>>>>

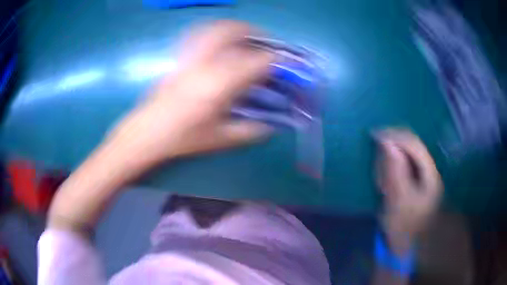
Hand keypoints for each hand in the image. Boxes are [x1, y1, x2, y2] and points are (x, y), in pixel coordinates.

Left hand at [108, 20, 273, 167]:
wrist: (147, 133)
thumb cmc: (182, 138)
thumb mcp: (220, 139)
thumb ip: (250, 131)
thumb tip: (271, 127)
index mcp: (220, 84)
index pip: (256, 61)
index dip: (277, 59)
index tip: (288, 61)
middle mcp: (206, 62)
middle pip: (234, 31)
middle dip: (255, 32)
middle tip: (266, 43)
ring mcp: (190, 56)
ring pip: (215, 28)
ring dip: (235, 28)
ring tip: (246, 38)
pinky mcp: (179, 57)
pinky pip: (199, 33)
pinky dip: (215, 31)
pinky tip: (219, 41)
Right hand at [375, 129, 442, 239]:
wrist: (406, 243)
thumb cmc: (404, 224)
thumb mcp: (399, 200)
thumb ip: (395, 171)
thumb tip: (387, 143)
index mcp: (429, 173)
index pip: (413, 144)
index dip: (395, 136)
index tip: (375, 135)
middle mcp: (427, 169)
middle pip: (409, 147)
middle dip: (391, 151)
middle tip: (377, 166)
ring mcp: (421, 174)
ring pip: (403, 155)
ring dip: (389, 163)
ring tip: (381, 184)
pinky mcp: (413, 180)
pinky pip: (400, 166)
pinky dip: (390, 171)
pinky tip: (385, 186)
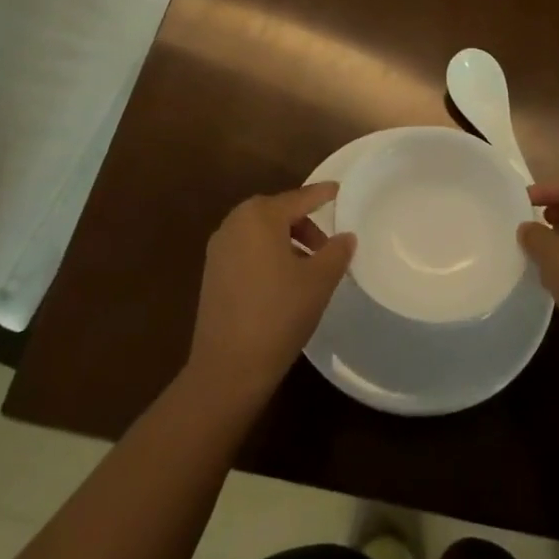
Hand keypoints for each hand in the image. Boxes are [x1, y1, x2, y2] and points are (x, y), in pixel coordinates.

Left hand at [185, 184, 354, 406]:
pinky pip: (247, 249)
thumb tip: (346, 236)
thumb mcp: (319, 281)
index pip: (300, 198)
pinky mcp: (212, 272)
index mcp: (260, 216)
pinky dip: (268, 254)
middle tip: (327, 246)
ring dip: (287, 241)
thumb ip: (336, 252)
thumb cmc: (279, 314)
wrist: (228, 368)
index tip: (340, 190)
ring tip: (308, 267)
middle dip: (305, 223)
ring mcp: (219, 248)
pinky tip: (283, 282)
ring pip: (261, 232)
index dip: (323, 194)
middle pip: (278, 212)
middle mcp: (235, 223)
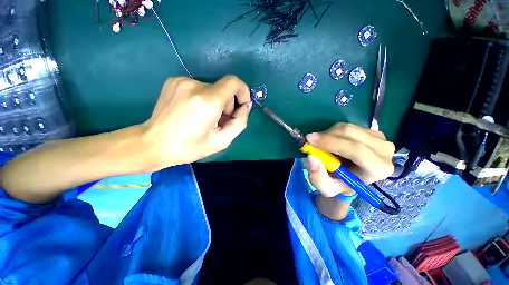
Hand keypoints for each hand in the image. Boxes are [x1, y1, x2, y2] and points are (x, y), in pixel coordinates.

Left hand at [141, 75, 251, 168]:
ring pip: (212, 88)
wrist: (152, 144)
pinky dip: (203, 98)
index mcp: (207, 102)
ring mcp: (181, 81)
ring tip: (205, 118)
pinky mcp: (174, 81)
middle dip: (227, 104)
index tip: (242, 105)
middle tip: (219, 121)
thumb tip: (244, 106)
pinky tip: (194, 112)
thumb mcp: (222, 141)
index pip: (233, 82)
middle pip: (223, 88)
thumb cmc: (189, 147)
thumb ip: (239, 122)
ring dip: (215, 102)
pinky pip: (199, 87)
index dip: (243, 91)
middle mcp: (194, 86)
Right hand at [305, 123, 394, 197]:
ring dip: (329, 133)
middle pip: (352, 134)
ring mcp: (381, 139)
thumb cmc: (341, 183)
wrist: (352, 177)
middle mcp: (385, 152)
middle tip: (310, 139)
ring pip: (348, 128)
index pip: (357, 151)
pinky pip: (349, 125)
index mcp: (378, 170)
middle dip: (327, 136)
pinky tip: (331, 140)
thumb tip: (312, 157)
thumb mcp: (327, 188)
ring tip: (321, 143)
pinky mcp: (373, 132)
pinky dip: (334, 131)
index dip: (331, 143)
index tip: (310, 141)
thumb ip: (318, 178)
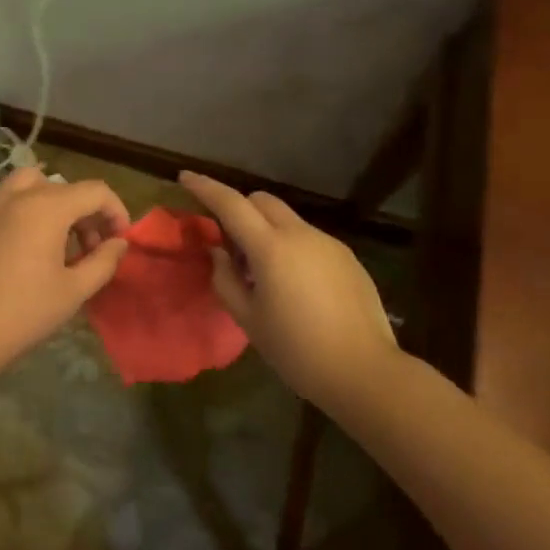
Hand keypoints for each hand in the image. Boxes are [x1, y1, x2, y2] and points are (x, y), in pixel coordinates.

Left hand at [0, 167, 130, 356]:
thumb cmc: (25, 311)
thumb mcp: (75, 289)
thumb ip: (104, 260)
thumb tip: (118, 243)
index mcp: (48, 206)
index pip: (95, 192)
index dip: (116, 211)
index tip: (120, 240)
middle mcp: (19, 194)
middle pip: (66, 188)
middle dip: (87, 214)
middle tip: (93, 250)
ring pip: (34, 184)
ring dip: (56, 202)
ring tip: (60, 239)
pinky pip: (8, 195)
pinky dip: (26, 205)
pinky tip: (28, 238)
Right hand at [179, 171, 399, 404]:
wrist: (364, 372)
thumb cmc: (296, 350)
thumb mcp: (248, 319)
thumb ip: (225, 279)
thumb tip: (219, 253)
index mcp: (271, 248)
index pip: (231, 203)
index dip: (205, 187)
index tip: (185, 177)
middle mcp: (301, 234)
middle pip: (262, 201)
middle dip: (239, 209)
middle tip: (230, 244)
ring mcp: (328, 243)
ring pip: (287, 220)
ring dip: (266, 230)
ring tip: (264, 274)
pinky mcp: (347, 258)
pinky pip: (309, 239)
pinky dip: (292, 247)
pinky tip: (296, 286)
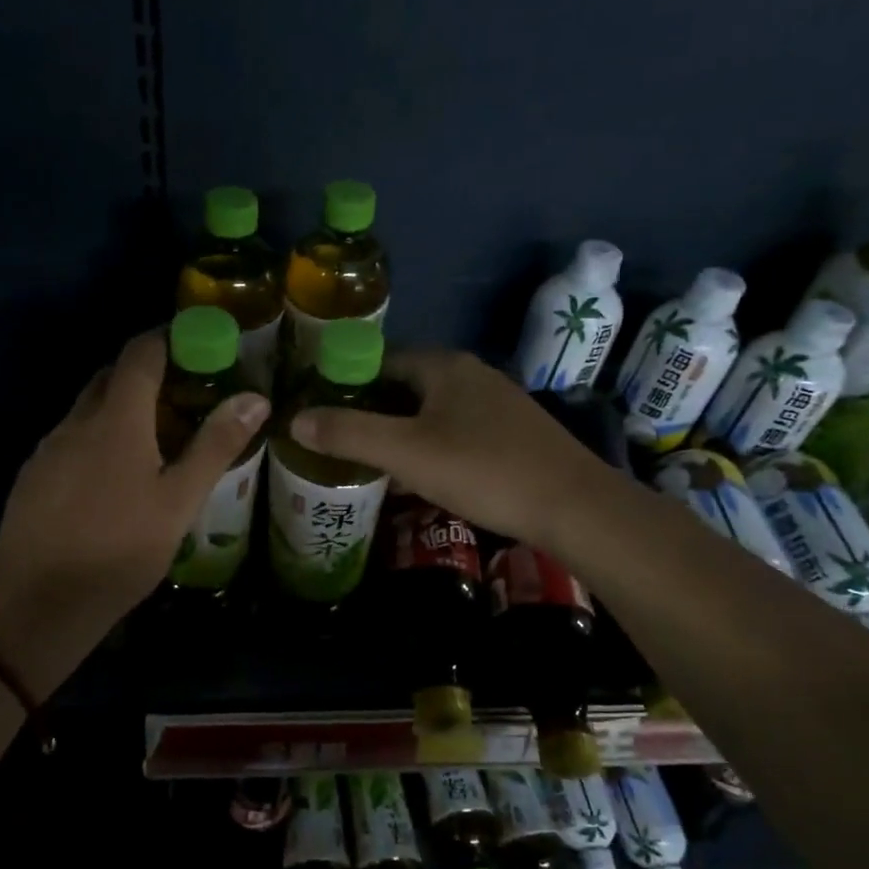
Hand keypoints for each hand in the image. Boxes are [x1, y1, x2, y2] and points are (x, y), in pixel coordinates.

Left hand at [0, 332, 268, 690]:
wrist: (38, 603)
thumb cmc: (120, 550)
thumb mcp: (179, 501)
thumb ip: (215, 446)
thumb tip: (256, 397)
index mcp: (116, 419)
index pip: (139, 354)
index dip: (167, 340)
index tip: (197, 347)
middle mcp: (76, 422)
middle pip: (111, 377)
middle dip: (146, 374)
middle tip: (185, 396)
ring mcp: (48, 449)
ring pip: (88, 410)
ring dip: (120, 409)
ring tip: (155, 440)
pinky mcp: (32, 477)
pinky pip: (70, 440)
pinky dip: (97, 439)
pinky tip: (113, 479)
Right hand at [290, 348, 595, 547]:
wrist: (574, 507)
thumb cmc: (484, 470)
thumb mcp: (407, 453)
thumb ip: (349, 434)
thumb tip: (294, 420)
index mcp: (443, 366)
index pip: (379, 361)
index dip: (345, 384)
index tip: (319, 414)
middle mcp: (470, 375)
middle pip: (404, 387)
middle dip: (370, 413)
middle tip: (337, 444)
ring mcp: (495, 405)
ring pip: (430, 413)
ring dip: (399, 434)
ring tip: (368, 464)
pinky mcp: (511, 435)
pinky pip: (454, 433)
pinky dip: (428, 448)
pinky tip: (419, 478)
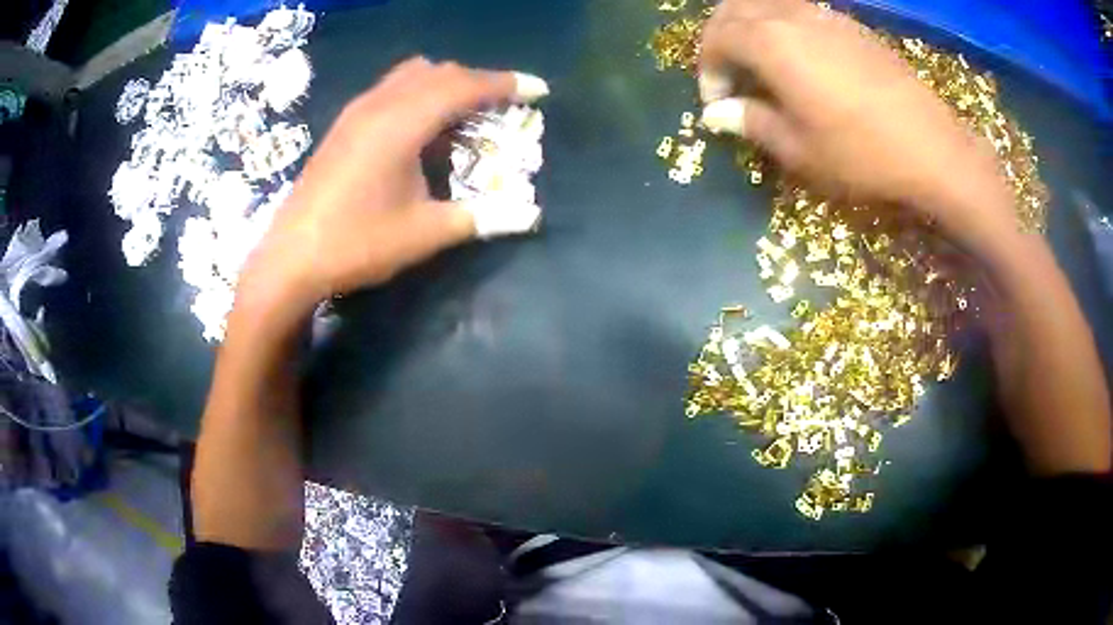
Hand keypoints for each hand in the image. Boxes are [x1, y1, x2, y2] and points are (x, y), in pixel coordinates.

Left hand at [239, 57, 547, 309]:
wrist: (290, 260)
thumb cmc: (357, 244)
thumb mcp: (425, 233)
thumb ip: (481, 217)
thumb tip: (531, 214)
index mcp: (401, 123)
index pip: (464, 86)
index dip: (505, 84)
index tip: (538, 88)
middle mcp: (379, 104)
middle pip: (439, 72)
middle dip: (478, 82)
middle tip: (502, 108)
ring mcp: (356, 112)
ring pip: (411, 75)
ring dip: (445, 85)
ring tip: (464, 114)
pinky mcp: (342, 125)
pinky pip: (390, 89)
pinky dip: (418, 94)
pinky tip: (420, 129)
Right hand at [697, 0, 1013, 243]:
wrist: (932, 148)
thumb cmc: (861, 153)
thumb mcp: (799, 149)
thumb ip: (751, 122)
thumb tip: (716, 114)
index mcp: (772, 42)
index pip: (717, 37)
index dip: (708, 68)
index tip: (716, 102)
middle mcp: (793, 16)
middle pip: (736, 8)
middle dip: (721, 37)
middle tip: (729, 73)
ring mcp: (826, 15)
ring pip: (768, 3)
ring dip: (751, 26)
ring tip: (760, 62)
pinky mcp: (852, 25)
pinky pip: (801, 11)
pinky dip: (783, 26)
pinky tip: (800, 58)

<<<<

## What to do:
In the listing above, the required lines run from the line with "ring dip: (389, 163)" through the line with "middle tip: (310, 139)". Output exactly those lines, omitting pictures.

## Answer box:
ring dip: (389, 163)
ring tip: (381, 184)
pinky mcp: (413, 180)
pinky pip: (400, 166)
pinky dip: (390, 171)
pinky tip: (385, 186)
Hand keypoints for each hand in the image. Boxes are [x1, y1, x2, y2] and points are (x, y), in pixel coordinates.

Left hand at [185, 184, 354, 406]:
pinky pip: (247, 249)
thumb tip: (346, 236)
thumb mcp: (319, 281)
index pip: (300, 198)
pinky mcp: (212, 272)
index mcp: (260, 216)
pinky dip: (268, 254)
middle tip: (327, 246)
ring dip: (287, 241)
thumb ip: (336, 252)
thumb cmc: (279, 314)
wrist: (228, 368)
index tip: (340, 190)
ring tip: (308, 267)
middle dip: (305, 223)
ring mcp: (219, 248)
pinky tip: (283, 282)
ring pip: (261, 232)
index dip: (323, 194)
middle pip: (278, 212)
middle mcp: (235, 223)
Hand keypoints for each hand in the image. Boxes are [x1, y1, x2, y2] and points are (x, y), in pixel coordinates.

Left hand at [141, 75, 251, 168]:
ring pip: (212, 88)
wrist: (152, 144)
pinky dip: (203, 98)
index mcp: (207, 102)
ring mcp: (181, 81)
ring tip: (205, 118)
pinky mcp: (174, 81)
middle dip: (227, 104)
index tip: (242, 105)
middle tip: (219, 121)
thumb tip: (244, 106)
pinky tip: (194, 112)
thumb mcp: (222, 141)
index pip: (233, 82)
middle pip: (223, 88)
thumb cmc: (189, 147)
thumb ip: (239, 122)
ring dip: (215, 102)
pinky pip: (199, 87)
index dip: (243, 91)
middle mcp: (194, 86)
Right hand at [305, 123, 394, 197]:
ring dip: (329, 133)
middle pip: (352, 134)
ring mcp: (381, 139)
thumb cmc: (341, 183)
wrist: (352, 177)
middle mcp: (385, 152)
middle tip: (310, 139)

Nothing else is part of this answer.